Challenge Overview
Watson Pattern Explorer Retrieve and Rank Flow
Project overview
The goal is to produce a proof of concept pattern explorer application using Node RED technology. The application should take in data from the Watson Engagement Advisor Instance, run it through a series of processing steps and provide access to the processed data.
In previous contests we have built a Natural language classifier flow and integrated it with the base UI application that allows a user to define new flows and trigger them with user supplied data.
Competition Task Overview
In this contest, we should build a flow that will train and test the Retrieve & Rank service created in Bluemix.
Build a R&R node
Develop a custom node that will handle comunication to an instance of Retrieve and Rank service
http://www.ibm.com/smarterplanet/us/en/ibmwatson/developercloud/doc/retrieve-rank/index.shtml
The node should be able to train the ranker using the provided data, query the trained ranker,delete and list all rankers. Use watson node sdk to implement the functionalities instead of sending raw http requests to the R&R service.
Build a custom flow
Develop a custom flow of a simple data processing pipeline. The flow will be similar to the NLC flow from the previous contest so you can reuse parts of it. It should consist of the following:
- Exposed http endpoint for triggering the flow
- Parsing input parameters
- Creating and populating SOLR collection with the supplied documents
- Training the Ranker with supplied ground truth data
- Testing the Ranker
- Persisting the processing results
- Sending processing status updates
The endpoint should require the following parameters:
- jobID - the id of the processing job that will be used for identifying this particular job
- dataset to use for training and testing the R&R service
- email address - to send results and status updates to
Save the jobID and email address in the global context so it will be available later for persisting the results and logging.
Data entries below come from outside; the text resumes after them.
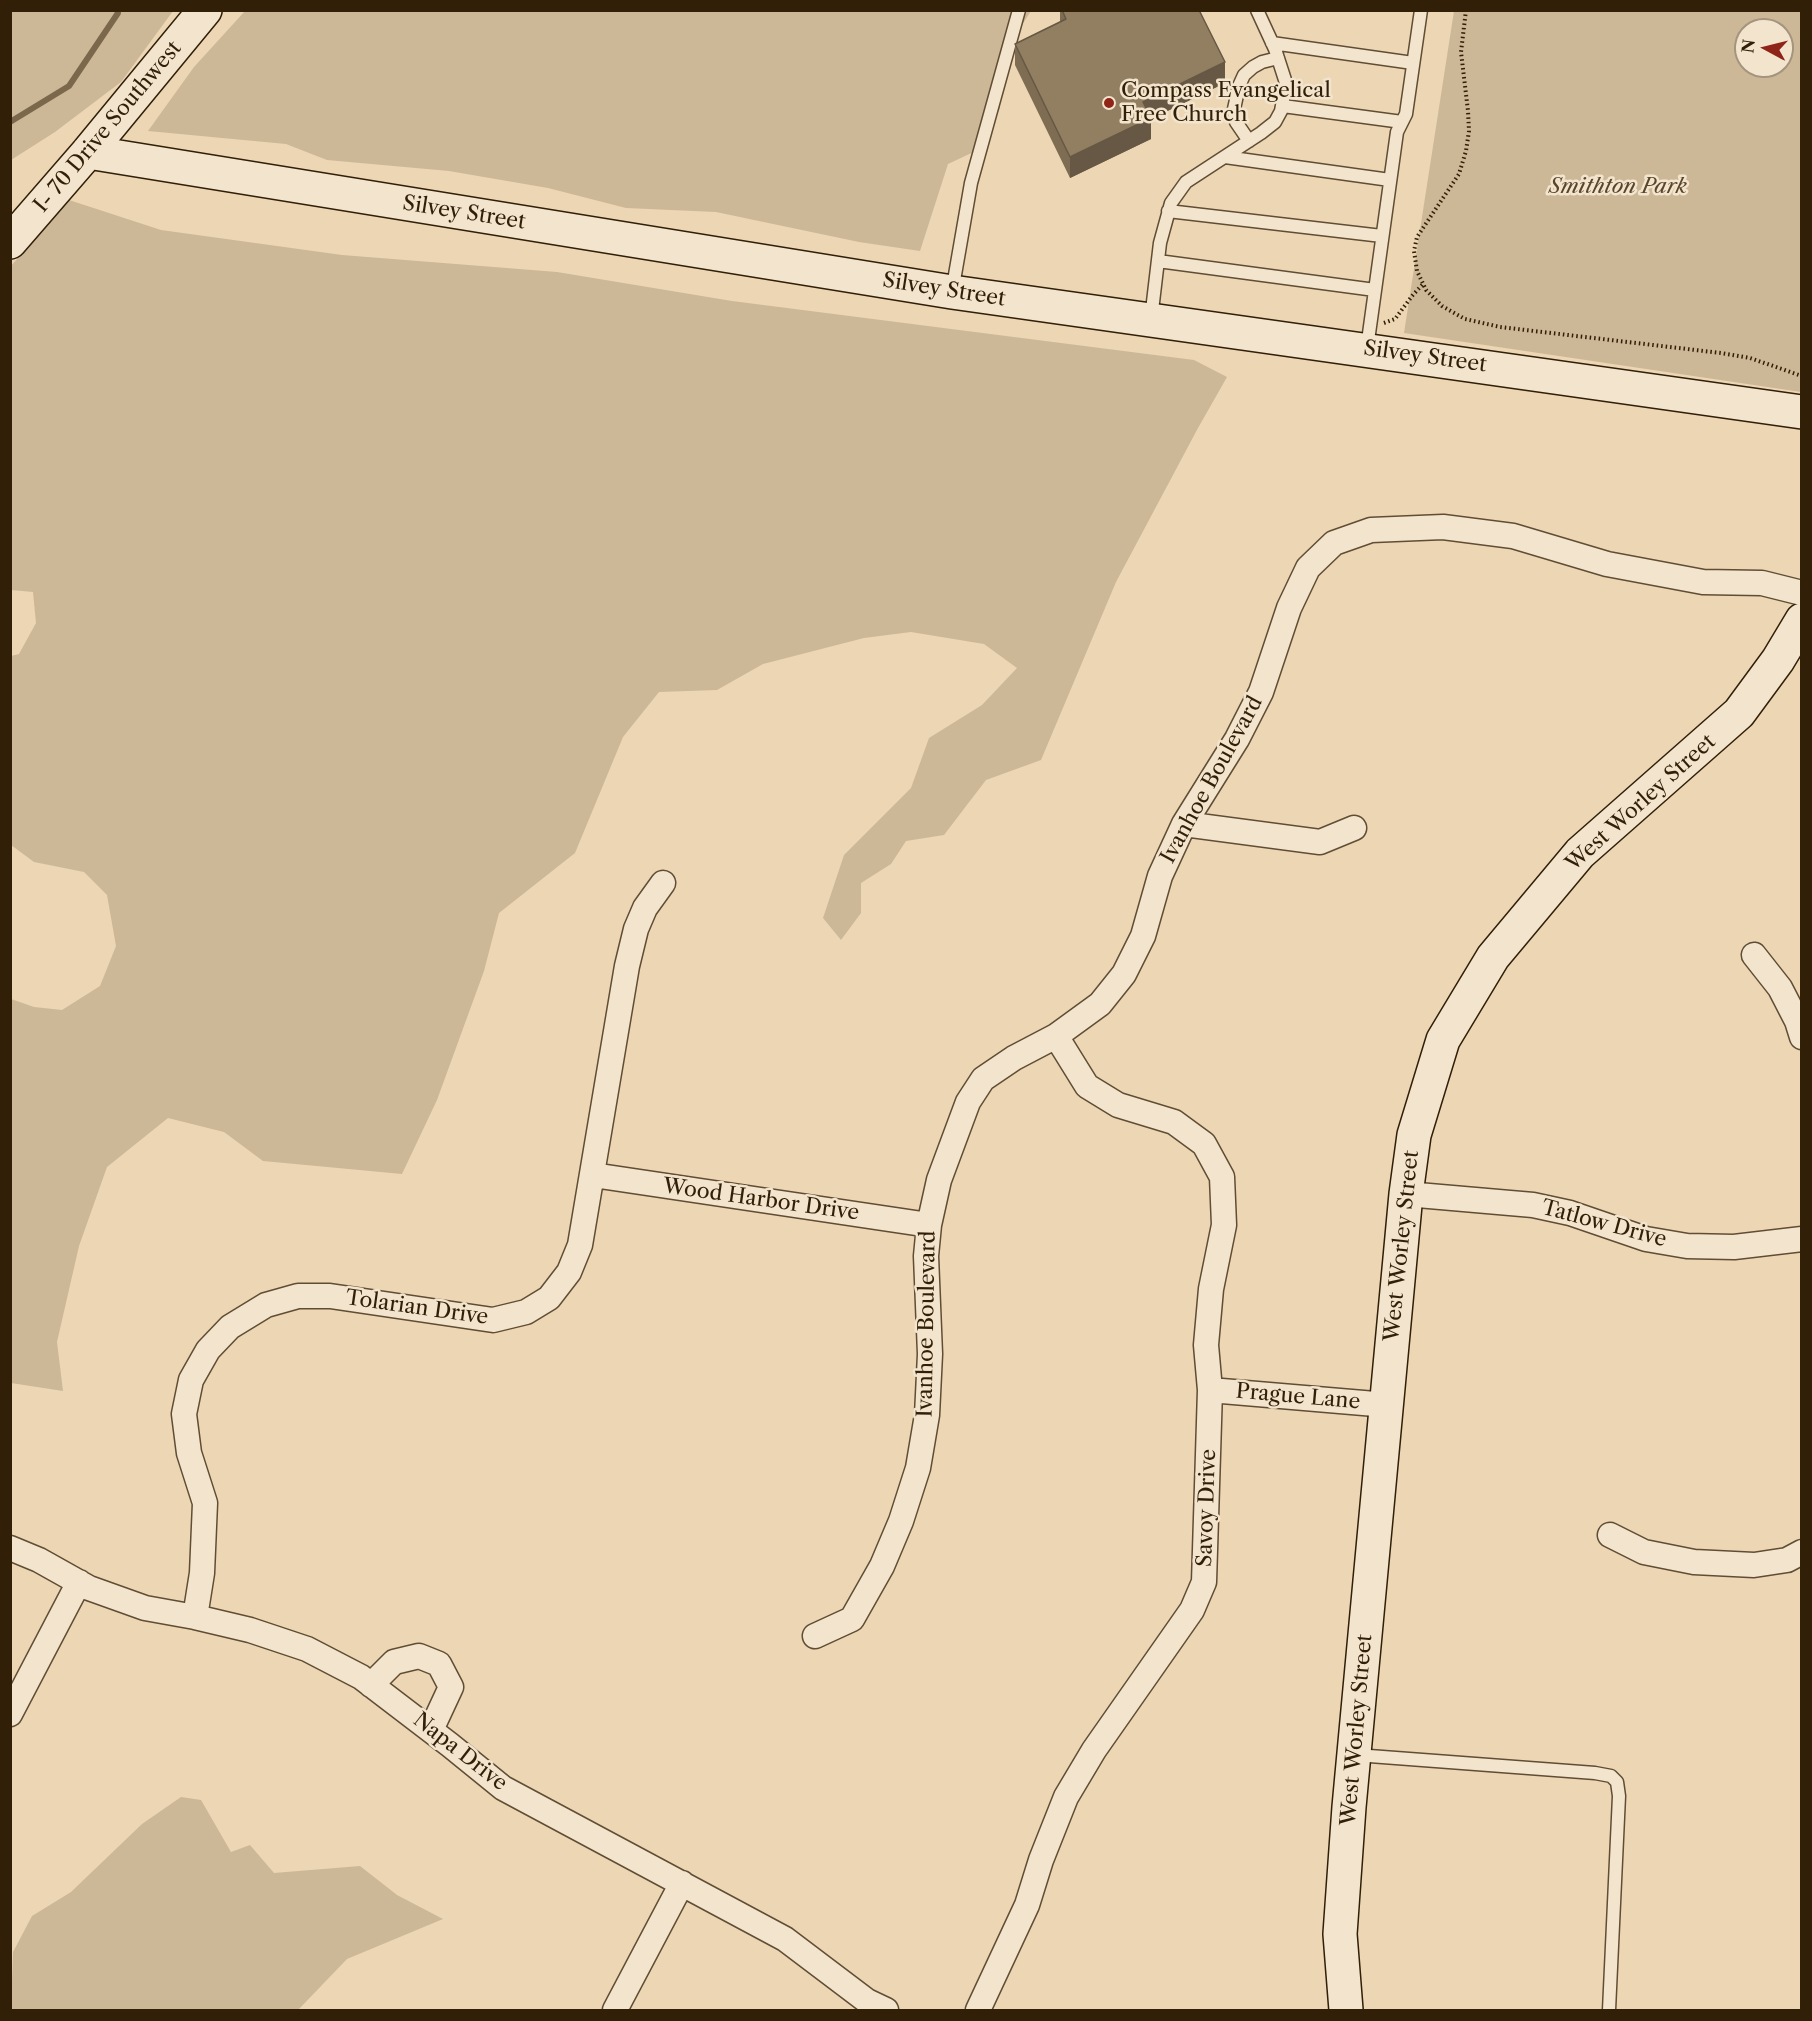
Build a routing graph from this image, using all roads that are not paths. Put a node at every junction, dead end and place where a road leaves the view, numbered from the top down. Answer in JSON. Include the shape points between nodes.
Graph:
{"nodes":[{"id":1,"x":205,"y":10,"type":"edge"},
{"id":2,"x":1018,"y":10,"type":"edge"},
{"id":3,"x":1257,"y":10,"type":"edge"},
{"id":4,"x":1421,"y":10,"type":"edge"},
{"id":5,"x":1272,"y":44,"type":"junction"},
{"id":6,"x":1278,"y":58,"type":"junction"},
{"id":7,"x":1413,"y":63,"type":"junction"},
{"id":8,"x":1283,"y":106,"type":"junction"},
{"id":9,"x":1402,"y":122,"type":"junction"},
{"id":10,"x":1249,"y":141,"type":"junction"},
{"id":11,"x":88,"y":152,"type":"junction"},
{"id":12,"x":1225,"y":157,"type":"junction"},
{"id":13,"x":1390,"y":180,"type":"junction"},
{"id":14,"x":1168,"y":211,"type":"junction"},
{"id":15,"x":1382,"y":236,"type":"junction"},
{"id":16,"x":10,"y":242,"type":"edge"},
{"id":17,"x":1158,"y":261,"type":"junction"},
{"id":18,"x":1375,"y":290,"type":"junction"},
{"id":19,"x":952,"y":292,"type":"junction"},
{"id":20,"x":1151,"y":319,"type":"junction"},
{"id":21,"x":1366,"y":349,"type":"junction"},
{"id":22,"x":1802,"y":412,"type":"edge"},
{"id":23,"x":1802,"y":593,"type":"edge"},
{"id":24,"x":1802,"y":620,"type":"edge"},
{"id":25,"x":1184,"y":824,"type":"junction"},
{"id":26,"x":1354,"y":828,"type":"dead end"},
{"id":27,"x":663,"y":882,"type":"dead end"},
{"id":28,"x":1754,"y":955,"type":"dead end"},
{"id":29,"x":1056,"y":1036,"type":"junction"},
{"id":30,"x":1802,"y":1037,"type":"edge"},
{"id":31,"x":593,"y":1175,"type":"junction"},
{"id":32,"x":1406,"y":1194,"type":"junction"},
{"id":33,"x":929,"y":1225,"type":"junction"},
{"id":34,"x":1802,"y":1239,"type":"edge"},
{"id":35,"x":1210,"y":1390,"type":"junction"},
{"id":36,"x":1387,"y":1405,"type":"junction"},
{"id":37,"x":1610,"y":1535,"type":"dead end"},
{"id":38,"x":10,"y":1548,"type":"edge"},
{"id":39,"x":1802,"y":1552,"type":"edge"},
{"id":40,"x":79,"y":1582,"type":"junction"},
{"id":41,"x":195,"y":1617,"type":"junction"},
{"id":42,"x":815,"y":1636,"type":"dead end"},
{"id":43,"x":371,"y":1684,"type":"junction"},
{"id":44,"x":10,"y":1714,"type":"edge"},
{"id":45,"x":431,"y":1730,"type":"junction"},
{"id":46,"x":1354,"y":1755,"type":"junction"},
{"id":47,"x":682,"y":1883,"type":"junction"},
{"id":48,"x":615,"y":2010,"type":"edge"},
{"id":49,"x":886,"y":2010,"type":"edge"},
{"id":50,"x":978,"y":2010,"type":"edge"},
{"id":51,"x":1346,"y":2010,"type":"edge"},
{"id":52,"x":1609,"y":2010,"type":"edge"}],
"edges":[{"from":1,"to":11,"type":"street","name":"I- 70 Drive Southwest"},
{"from":2,"to":19,"type":"lane","via":[[971,183]]},
{"from":3,"to":5,"type":"lane"},
{"from":4,"to":7,"type":"lane"},
{"from":5,"to":6,"type":"lane"},
{"from":5,"to":7,"type":"lane"},
{"from":6,"to":8,"type":"lane","via":[[1286,83]]},
{"from":6,"to":10,"type":"lane","via":[[1253,67],[1239,86],[1234,109],[1236,122]]},
{"from":7,"to":9,"type":"lane"},
{"from":8,"to":9,"type":"lane"},
{"from":8,"to":10,"type":"lane","via":[[1275,122]]},
{"from":9,"to":13,"type":"lane"},
{"from":10,"to":12,"type":"lane"},
{"from":11,"to":16,"type":"street","name":"I- 70 Drive Southwest"},
{"from":11,"to":19,"type":"street","name":"Silvey Street"},
{"from":12,"to":13,"type":"lane"},
{"from":12,"to":14,"type":"lane","via":[[1186,182]]},
{"from":13,"to":15,"type":"lane"},
{"from":14,"to":15,"type":"lane"},
{"from":14,"to":17,"type":"lane"},
{"from":15,"to":18,"type":"lane"},
{"from":17,"to":18,"type":"lane"},
{"from":17,"to":20,"type":"lane"},
{"from":18,"to":21,"type":"lane"},
{"from":19,"to":20,"type":"street","name":"Silvey Street"},
{"from":20,"to":21,"type":"street","name":"Silvey Street"},
{"from":21,"to":22,"type":"street","name":"Silvey Street"},
{"from":23,"to":25,"type":"street","name":"Ivanhoe Boulevard","via":[[1762,583],[1692,580],[1607,564],[1513,536],[1443,527],[1371,530],[1334,543],[1308,568],[1289,608],[1261,692]]},
{"from":24,"to":32,"type":"street","name":"West Worley Street","via":[[1739,713],[1580,853],[1493,957],[1443,1040],[1414,1135]]},
{"from":25,"to":26,"type":"street","via":[[1320,842]]},
{"from":25,"to":29,"type":"street","name":"Ivanhoe Boulevard","via":[[1160,876],[1143,936],[1124,974],[1100,1004]]},
{"from":27,"to":31,"type":"street","name":"Tolarian Drive","via":[[645,908],[627,966]]},
{"from":28,"to":30,"type":"street","via":[[1780,988]]},
{"from":29,"to":33,"type":"street","name":"Ivanhoe Boulevard","via":[[983,1079],[968,1102],[939,1180]]},
{"from":29,"to":35,"type":"street","name":"Savoy Drive","via":[[1087,1086],[1118,1105],[1174,1122],[1204,1144],[1222,1177],[1224,1225],[1211,1289],[1206,1345]]},
{"from":31,"to":33,"type":"street","name":"Wood Harbor Drive"},
{"from":31,"to":41,"type":"street","name":"Tolarian Drive","via":[[580,1245],[569,1272],[549,1298],[526,1312],[493,1320],[330,1296],[298,1296],[266,1305],[230,1327],[208,1350],[191,1380],[184,1414],[189,1453],[205,1503],[202,1573]]},
{"from":32,"to":34,"type":"street","name":"Tatlow Drive","via":[[1533,1205],[1646,1239],[1687,1246],[1734,1247]]},
{"from":32,"to":36,"type":"street","name":"West Worley Street"},
{"from":33,"to":42,"type":"street","name":"Ivanhoe Boulevard","via":[[926,1256],[930,1354],[927,1415],[918,1468],[882,1566],[852,1618]]},
{"from":35,"to":36,"type":"street","name":"Prague Lane"},
{"from":35,"to":50,"type":"street","name":"Savoy Drive","via":[[1204,1582],[1192,1610],[1094,1750],[1066,1797],[1027,1905]]},
{"from":36,"to":46,"type":"street","name":"West Worley Street"},
{"from":37,"to":39,"type":"street","via":[[1644,1552],[1694,1562],[1755,1565],[1787,1560]]},
{"from":38,"to":40,"type":"street","name":"Napa Drive"},
{"from":40,"to":41,"type":"street","name":"Napa Drive","via":[[145,1608]]},
{"from":40,"to":44,"type":"street"},
{"from":41,"to":43,"type":"street","name":"Napa Drive","via":[[307,1649]]},
{"from":43,"to":45,"type":"street","name":"Napa Drive"},
{"from":43,"to":45,"type":"street","via":[[394,1662],[419,1656],[439,1664],[451,1688]]},
{"from":45,"to":47,"type":"street","name":"Napa Drive","via":[[503,1788]]},
{"from":46,"to":51,"type":"street","name":"West Worley Street","via":[[1340,1934]]},
{"from":46,"to":52,"type":"lane","via":[[1611,1776],[1617,1782],[1619,1796]]},
{"from":47,"to":48,"type":"street"},
{"from":47,"to":49,"type":"street","name":"Napa Drive","via":[[785,1939],[867,2001]]}]}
Split the dataset into train and test sets. Use the train dataset to train a Ranker instance. A function node can be used for splitting the dataset. When splitting the dataset, make sure that each document has enough labels in both train and test dataset, and that all relevance labels are well represented in both sets. See Training data quality standards for more info on the data quality.
In a loop check if the training is complete. When it is done, test the Ranker with the test set and report test accuracy as job result. Accuracy can be defined as a percentage of questions that have 2 highest labels returned in top 3 ranked answers. For example if a test question has relevance labels given in terms of pairs (answerID, label) as { (1000,1), (1200,2), (1400,3), (1600,3) }, two answers with top labels are 1400 and 1600. If the answer contains answers 1200,1600,1400,1000 than we can count the answer as ranked correctly. On the other hand if the answer was 1200,1600,1000,1400 the question would count as ranked incorrectly (only one of the top 2 labels is in top 3 results)
Deliver the processing results
The results should be delivered as an email message and persisted to database. You can reuse this part of the flow from the NLC flow.
The email with the final results should contain the following:
Overall accuracy ( as defined earlier)
Precission @ 10
Discounted cumulative gain
See this wikipedia page for a formal definition of the above measures.
Send processing status updates
Add a status node in the flow to catch node status updates. Send these as a notification to the email address available in the global context. This is available in the NLC flow.
Error handling
Create a catch node in the flow to handle possible errors. Update the processing status to “Failed” if the error is fatal (breaks the flow), otherwise just log the error. This is available in the NLC flow.
Verification
Deploy the flow and the UI application. Create flow definition in the UI application and trigger it. Verify that the flow produces the required email messages and database changes. Make sure to verify the failure scenario too (for example error creating ranker service, invalid input data, etc).
For the sample test data, you can use the Cranfield dataset available here. You will need to transform the input data to a more mangeable format first, don't use the raw data. The same dataset is used in the Getting Started Guide of the R&R service, so you can reuse the data available there.
Final Submission Guidelines
The base source is available in the forums. Add the new R&R node to the flow/app/nodes directory, and add all the necessary test data in the ui/test_data directory.
Submit a zip file with all the deliverables.